In a flash, he'd closed the jaws of the burdizzo and I could see my balls hanging there as he twisted the burdizzo a little then tugged on it.   It was like I could see this happening to someone else, not myself, because I could not feel any of what I was seeing.  It was like I was laying in bed, watching TV really close up.

After what seemed like only a few seconds, he released the burdizzo, and pulled my sac out.   All I could see as he dropped it was some blood.   He went to my right nut almost instantly.  It was harder to find the cords on the right side for some reason, I don't remember why now.  By the time we got to my right nut I was really really high.  I remember trying to help him hold my nuts but I couldn't move my hands because I was handcuffed.

Finally he got my right cords into the burdizzo and as I heard he tell me that in a few more moments I would be an eunuch, I heard the burdizzo close at the same time.  I wasn't watching anymore, I was laying there in a state of total ecstasy, knowing what was happening and being so high on the drugs and the scene that I didn't really care what was happening anymore.  I did see his shoulders move as he twisted then I felt the tug in my groin and and next thing I knew he was walking away with the burdizzo in his hands.

He came back with a plastic bag full of ice, wrapped in a towel.  He put this over my scrotum and reached under me to undo the handcuffs.  He wouldn't let me get up.  He asked me if there was something there I wanted to drink, and he got me my book, and set me up there in the bed.  He told me he was sorry that he had to rush but I should stay there in bed for at least a half hour.  He said I'd be able to drive tomorrow, and that I should let him know how things go in three or four weeks.  He'd brought me an extra bag for more ice later, and said the swelling would be bad.  He gave me some antibiotic ointment and some bandages.  Then he that most of the guys he'd done had been too nervous to get it up, and he left.

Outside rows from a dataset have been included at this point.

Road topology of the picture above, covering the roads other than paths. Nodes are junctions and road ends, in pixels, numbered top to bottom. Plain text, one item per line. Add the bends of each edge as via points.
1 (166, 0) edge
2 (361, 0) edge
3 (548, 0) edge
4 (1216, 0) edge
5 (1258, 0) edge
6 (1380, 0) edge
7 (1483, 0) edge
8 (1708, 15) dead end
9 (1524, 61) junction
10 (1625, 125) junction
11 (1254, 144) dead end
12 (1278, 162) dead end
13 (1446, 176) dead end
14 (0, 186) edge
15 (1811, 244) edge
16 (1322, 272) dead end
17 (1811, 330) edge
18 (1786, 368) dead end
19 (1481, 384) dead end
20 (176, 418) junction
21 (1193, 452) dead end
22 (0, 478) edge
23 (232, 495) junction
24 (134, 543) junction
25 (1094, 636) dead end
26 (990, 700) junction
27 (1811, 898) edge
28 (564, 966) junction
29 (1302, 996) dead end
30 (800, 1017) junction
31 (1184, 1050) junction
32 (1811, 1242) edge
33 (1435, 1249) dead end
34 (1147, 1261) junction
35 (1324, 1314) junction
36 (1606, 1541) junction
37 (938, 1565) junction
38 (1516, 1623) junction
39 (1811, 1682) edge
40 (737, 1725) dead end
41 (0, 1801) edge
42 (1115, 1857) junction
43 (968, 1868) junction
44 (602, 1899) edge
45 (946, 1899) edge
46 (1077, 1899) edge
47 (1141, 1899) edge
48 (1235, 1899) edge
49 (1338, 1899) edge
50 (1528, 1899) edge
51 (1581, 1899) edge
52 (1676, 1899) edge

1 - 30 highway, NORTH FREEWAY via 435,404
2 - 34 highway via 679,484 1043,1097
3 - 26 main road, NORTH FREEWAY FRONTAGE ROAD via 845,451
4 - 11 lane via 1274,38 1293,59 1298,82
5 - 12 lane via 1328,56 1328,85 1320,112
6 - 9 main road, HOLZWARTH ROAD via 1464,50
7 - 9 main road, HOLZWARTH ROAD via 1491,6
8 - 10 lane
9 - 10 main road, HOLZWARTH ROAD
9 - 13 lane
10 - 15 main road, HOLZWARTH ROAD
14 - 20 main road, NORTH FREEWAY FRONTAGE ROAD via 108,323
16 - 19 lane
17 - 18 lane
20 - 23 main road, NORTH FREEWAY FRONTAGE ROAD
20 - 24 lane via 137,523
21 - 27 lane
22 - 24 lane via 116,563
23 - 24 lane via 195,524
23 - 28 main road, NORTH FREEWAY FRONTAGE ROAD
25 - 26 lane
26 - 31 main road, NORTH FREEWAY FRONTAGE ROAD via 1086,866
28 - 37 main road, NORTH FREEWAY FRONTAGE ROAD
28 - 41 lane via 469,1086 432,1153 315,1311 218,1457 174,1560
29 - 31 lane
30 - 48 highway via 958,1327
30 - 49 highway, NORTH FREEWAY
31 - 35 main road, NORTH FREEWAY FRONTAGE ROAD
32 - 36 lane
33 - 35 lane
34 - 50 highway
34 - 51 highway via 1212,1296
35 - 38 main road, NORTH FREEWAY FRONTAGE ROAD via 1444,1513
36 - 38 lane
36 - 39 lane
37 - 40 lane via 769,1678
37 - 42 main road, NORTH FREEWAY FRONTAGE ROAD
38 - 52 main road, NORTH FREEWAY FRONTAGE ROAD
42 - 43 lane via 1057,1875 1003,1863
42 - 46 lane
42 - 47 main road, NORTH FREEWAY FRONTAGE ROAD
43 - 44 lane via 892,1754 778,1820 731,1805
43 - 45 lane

I lay there for a while in a dream like state, very content, and drifted off to sleep for a while.  I don't really know how long.  When I got up I inspected my swollen nuts, which I could now feel.  The burdizzo cuts were scabbed some, and swollen and red, quite ugly.  I got a washcloth and cleaned them up, then put the antibiotic on them, bandaged them up, and went back to bed.

The next morning I woke up and checked out, and continued my trip.  But my heart really wasn't in it.  I stayed in the same quiet, withdrawn mood I'd been in yesterday.  Couldn't say I was really scared anymore.  I went on like planned but there was no thrill in it.  The whole thrill had been the castration and that was over.   Now I just wanted to go home, so the next morning I did.

Drove 500 miles to get home and was pretty much a zombie that day too.   My nuts ached a lot but if it hurt I was ignoring it.  Thought a lot about how I had what I wanted now, but really didn't think much at all.  I was just on autopilot, going home.

First day at home wasn't really any different.   I spent the first three days just cleaning and watching my nuts, reading and watching TV and being brain dead and staying a hermit.

But I sure was happy that I'd gone through with it even if it wasn't the scene I'd dreamed of.